It has been three years since Congress passed the Americans with Disabilities Act (ADA) Amendments Act of 2008. The law, sometimes known as the ADAAA, went into effect at the start of 2009, yet little changed right away. Why? Because the Equal Employment Opportunity Commission (EEOC), charged with creating regulations and interpreting the ADA Act Amendments, did not complete that work until earlier this year.
Those regulations were finally completed and took effect just before summer 2011. The ADAAA and the new regulations did not change the definition of “disability” that existed under the original ADA. To be disabled today, as before, an employee must have a physical or mental impairment that substantially limits one or more major life activities, a record or history of such impairment, or be regarded by the employer as disabled.
The predominant question used to be whether the employee was “disabled” under this definition. Now, however, the ADAAA and the new regulations take disability claims in a whole new direction.
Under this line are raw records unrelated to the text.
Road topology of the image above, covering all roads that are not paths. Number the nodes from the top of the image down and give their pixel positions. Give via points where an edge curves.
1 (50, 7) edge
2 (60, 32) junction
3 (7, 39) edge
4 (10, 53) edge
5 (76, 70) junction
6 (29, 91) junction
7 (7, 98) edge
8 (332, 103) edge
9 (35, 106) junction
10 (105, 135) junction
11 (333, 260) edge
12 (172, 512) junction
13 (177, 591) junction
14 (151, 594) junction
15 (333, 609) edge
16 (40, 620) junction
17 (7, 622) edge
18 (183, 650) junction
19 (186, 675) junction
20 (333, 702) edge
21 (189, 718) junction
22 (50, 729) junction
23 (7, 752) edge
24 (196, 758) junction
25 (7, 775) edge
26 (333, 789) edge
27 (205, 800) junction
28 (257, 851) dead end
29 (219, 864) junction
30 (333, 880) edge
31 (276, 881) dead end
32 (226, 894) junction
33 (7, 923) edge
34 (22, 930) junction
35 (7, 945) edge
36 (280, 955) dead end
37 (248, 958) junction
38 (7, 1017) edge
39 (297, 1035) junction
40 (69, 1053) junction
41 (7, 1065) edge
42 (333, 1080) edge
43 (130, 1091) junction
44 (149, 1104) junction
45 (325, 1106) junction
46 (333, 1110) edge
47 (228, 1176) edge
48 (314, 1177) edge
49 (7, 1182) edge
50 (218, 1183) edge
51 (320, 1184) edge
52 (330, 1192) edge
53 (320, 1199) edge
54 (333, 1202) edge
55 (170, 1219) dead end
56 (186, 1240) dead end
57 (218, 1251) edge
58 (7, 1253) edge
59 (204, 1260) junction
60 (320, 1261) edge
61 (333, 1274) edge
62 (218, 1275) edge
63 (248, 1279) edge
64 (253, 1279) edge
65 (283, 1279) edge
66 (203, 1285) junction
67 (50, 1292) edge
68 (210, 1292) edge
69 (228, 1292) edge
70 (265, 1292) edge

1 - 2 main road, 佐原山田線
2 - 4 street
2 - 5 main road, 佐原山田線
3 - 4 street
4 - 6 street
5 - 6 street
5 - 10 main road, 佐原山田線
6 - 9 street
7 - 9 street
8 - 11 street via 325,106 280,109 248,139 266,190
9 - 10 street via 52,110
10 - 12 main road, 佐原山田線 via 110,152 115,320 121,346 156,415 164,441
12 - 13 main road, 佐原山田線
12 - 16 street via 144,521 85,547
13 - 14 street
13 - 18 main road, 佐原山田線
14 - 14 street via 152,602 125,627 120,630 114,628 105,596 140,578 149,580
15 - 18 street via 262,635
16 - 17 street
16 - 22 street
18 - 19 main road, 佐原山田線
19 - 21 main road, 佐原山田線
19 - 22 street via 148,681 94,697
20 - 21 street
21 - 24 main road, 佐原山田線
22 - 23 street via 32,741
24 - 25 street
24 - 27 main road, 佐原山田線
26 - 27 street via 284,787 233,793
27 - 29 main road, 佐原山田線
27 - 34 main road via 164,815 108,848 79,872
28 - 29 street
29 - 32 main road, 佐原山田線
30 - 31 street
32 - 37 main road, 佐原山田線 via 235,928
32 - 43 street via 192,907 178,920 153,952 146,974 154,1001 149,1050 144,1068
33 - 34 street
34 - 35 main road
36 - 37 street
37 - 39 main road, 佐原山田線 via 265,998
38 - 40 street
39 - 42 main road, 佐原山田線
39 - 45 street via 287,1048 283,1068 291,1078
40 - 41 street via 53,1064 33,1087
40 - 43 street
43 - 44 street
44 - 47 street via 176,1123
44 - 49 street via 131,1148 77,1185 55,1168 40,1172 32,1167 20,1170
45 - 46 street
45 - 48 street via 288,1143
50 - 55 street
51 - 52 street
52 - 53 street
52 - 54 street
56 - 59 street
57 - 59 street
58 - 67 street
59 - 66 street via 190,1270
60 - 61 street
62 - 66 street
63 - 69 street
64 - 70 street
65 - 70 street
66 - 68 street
First and foremost, the new regulations define “major life activities” – a key component of the definition of disability – to include actions such as sitting, reaching, lifting, bending, learning, reading, concentrating and thinking, in addition to activities long considered major life activities, such as seeing, hearing, eating, sleeping, walking, standing, speaking, breathing, communicating, interacting with others, caring for oneself, performing manual tasks and working. Even more, “major life activities” now include medical situations affecting body systems such as the neurological, musculoskeletal, respiratory, cardiovascular, reproductive, digestive, genitourinary, immune, circulatory, hemic, lymphatic, skin and endocrine systems. Therefore, a skin disorder or a reproductive problem may constitute disabilities.
Although these are not trivial medical matters, it is easy to see from the point of view of disability discrimination that this is a vast expansion of who will ultimately be considered disabled under the ADAAA. Initial discussions with some employers even suggests that more employees may be substantially limited in one or more of these major life activities or major body systems than the number of employees who are not substantially limited in any of these areas. This certainly turns on its head the ADA’s idea of protecting a smaller group of employees who were historically mistreated as compared to the majority of other non-”disabled” employees. Now, the “disabled” employees may be the vast majority.
Second, the ADAAA and its new regulations move away from the notion originally central to disability law that each situation must be considered individually and on its own facts and circumstances to prevent discrimination. While that is still the stated premise, it is undermined by the EEOC’s declaration that certain impairments will “virtually always” meet the definition of disability, including autism, deafness, blindness, cancer, diabetes, epilepsy and numerous mental illnesses. According to the EEOC, it essentially no longer matters if that employee with epilepsy can perform the job just as well – or even better – than his peer without epilepsy. The epileptic employee is “virtually always” disabled.
Likewise, the new regulations require employers to evaluate whether employees are disabled without taking into account “mitigating factors” like medications used to address illnesses or conditions. Because of this, a diabetic employee who takes insulin and functions just like everyone else must be viewed based on how he or she would function without taking insulin.
In a similar fashion, the new regulations also require employees with dormant or episodic medical conditions to be viewed by their employers for ADAAA purposes as if the condition is active. Thus, while an employee’s cancer may be in remission, it is still considered for purposes of the ADAAA.
It seems that under the new ADAAA and the EEOC’s regulations, employees are being seen as disabled more by the law and the regulations than by their employers. If you think this makes little sense and seems backwards, you are not alone.
These changes and others to the law have made the likelihood that any employee will be considered “disabled” under the ADAAA very high. Going forward, no longer will there be much of a battle over whether an employee is “disabled” – whether he or she actually has a physical or mental impairment that substantially limits one or more major life activities, has a record or history of such impairment, or is regarded as disabled. That becomes a minor matter, almost always decided in favor of finding the employee disabled.
Instead, the focus shifts almost exclusively to the other part of the ADAAA and the ADA before it: figuring out if there is a reasonable accommodation that can and needs to be made for the “disabled” employee. Therefore:
- Companies will spend more time on these reasonable accommodation considerations and employers will need more individuals trained and available to handle these questions.
- What is “reasonable” when it comes to making accommodations is also likely to be expanded over time, as the more accommodations an employer considers and makes, the more others become or look more reasonable (or at least, the harder it is for an employer to prove that any particular accommodation is so burdensome, expensive, disruptive or impossible so as to be “unreasonable”).
- Any prudent, let alone risk-averse, employer will have to carefully consider every and all requests for accommodation and agree to make many of them, or face being hauled into regarding what was “reasonable” for the employer to have done for the “disabled” employee.
It looks like a difficult, frustrating and bumpy road ahead, but it is the path that employers must follow. Those who recognize it, prepare for it and decide to deal with it head on are likely to make the trip in better shape than those who refuse to follow the path, or who are only dragged down it, kicking and screaming.